Mas este caminho não ficou apenas pela memória do caminho vocacional feito até hoje; o caminho realizado ao lado de tantas outras pessoas, desconhecidas, de outras nacionalidades… fez-me perceber que a Igreja peregrina, da qual fazemos parte, é composta por muitas pessoas e diversas! Uma pluralidade de pedras vivas que tornam presente neste mundo Cristo vivo. Cristo que é a força de tantas pessoas, vivido já na caminhada aparentemente desconhecida e que faz a Igreja crescer no mundo.
Outro aspecto tem a ver com o simbolismo milenar deste caminho: associar-se a milhões de peregrinos que entregaram sua vida, suas dificuldades, alegrias, expectativas num percurso purificador. Tudo o que vivo não o vivo sozinho, outros o vivem ou já o viveram. Muitos dos meus passos já foram dados por outros, muitas das minhas dificuldades, alegrias, expectativas já foram vividas por outros. Vivências não só de hoje, mas de todo um milénio! O cristão faz parte de uma família, tem os mesmos problemas. Pode, no exemplo, na memória dos outros, encontrar respostas para o caminho que traçou e que procura atingir com menos dificuldade.

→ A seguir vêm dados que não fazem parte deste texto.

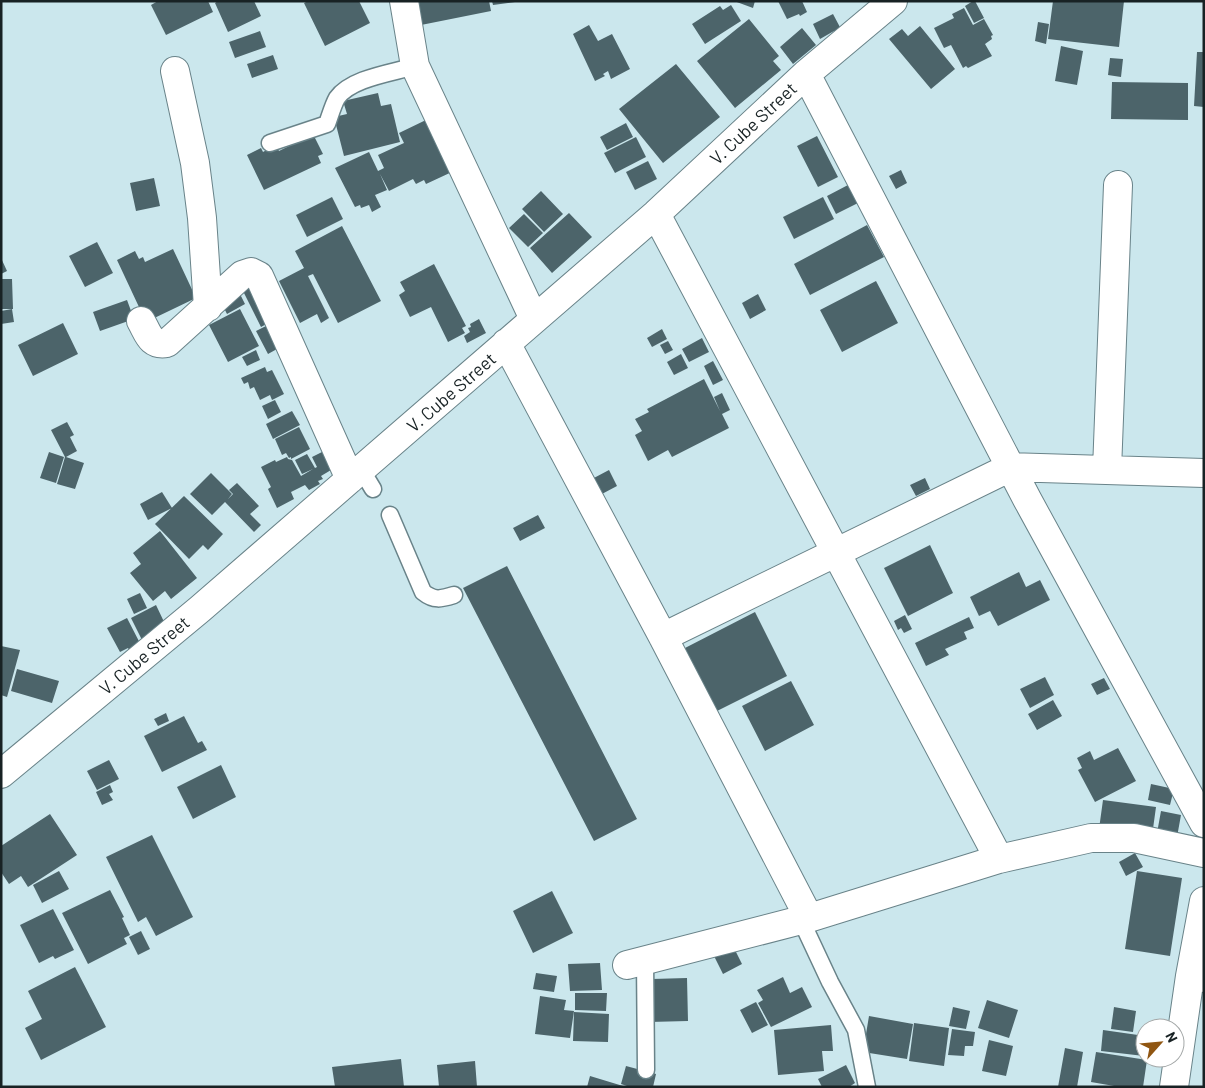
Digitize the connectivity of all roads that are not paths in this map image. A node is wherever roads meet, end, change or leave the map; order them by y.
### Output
1 (404, 1) edge
2 (893, 1) edge
3 (415, 66) junction
4 (175, 71) dead end
5 (806, 74) junction
6 (270, 143) dead end
7 (1118, 184) dead end
8 (656, 214) junction
9 (208, 307) junction
10 (534, 319) junction
11 (141, 321) dead end
12 (506, 344) junction
13 (1011, 467) junction
14 (1107, 470) junction
15 (1204, 473) edge
16 (362, 479) junction
17 (390, 515) dead end
18 (836, 552) junction
19 (454, 595) dead end
20 (663, 637) junction
21 (1, 774) edge
22 (1204, 823) edge
23 (1204, 853) edge
24 (1000, 860) junction
25 (1204, 901) edge
26 (805, 919) junction
27 (636, 962) joint
28 (1197, 977) edge
29 (646, 1070) dead end
30 (867, 1087) edge
31 (1174, 1087) edge

1 - 3 street
2 - 5 street, V. Cube Street
3 - 6 lane
3 - 10 street
4 - 9 street
5 - 8 street, V. Cube Street
5 - 13 street
7 - 14 street
8 - 10 street, V. Cube Street
8 - 18 street
9 - 11 street
9 - 16 street
10 - 12 street, V. Cube Street
12 - 16 street, V. Cube Street
12 - 20 street
13 - 14 street
13 - 18 street
13 - 22 street
14 - 15 street
16 - 21 street, V. Cube Street
17 - 19 lane
18 - 20 street
18 - 24 street
20 - 26 street
23 - 24 street
24 - 26 street
25 - 28 street
26 - 27 street
26 - 30 lane
27 - 29 lane
28 - 31 street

Por fim o dia do encontro (chegada a Santiago): o encontro com o Verdadeiro Cristo, real, presente na Eucaristia. O caminho não pode ter outro sentido: caminho de encontro com Cristo. O cristão vive já esse encontro, embora não definitivo, na Eucaristia. Esta caminhada ajuda, sem dúvida, a compreender esta dimensão cristã de caminho terreno vivido na esperança do encontro escatológico com Cristo. E aí, nesse encontro, tantas pessoas, tantas diferenças, tantas culturas, tantas nacionalidades… mas todos reunidos à volta da mesma realidade que nos move: Jesus Cristo.
O caminho «faz crescer» (augere), amadurecer, tornar cada um de nós mais fortes e conscientes da identidade que assumimos com o nosso baptismo e que, constantemente actualizamos… caminhar quer dizer crescer, construir, fazer comunidade.
Passado quase um mês, talvez já sem os fervores da caminhada ou da nostalgia, fica aqui a reflexão de alguém que está no alto do monte e olha para traz com olhos capazes de encarar o futuro com a esperança de que o verbo «fazer crescer» não é uma “bolha” no pé. Mas o rosto do alimento que nos fortalece e nos ajuda a superar as dificuldades do cansaço, da chuva, do sol, do vento: Cristo, o Bom Pastor!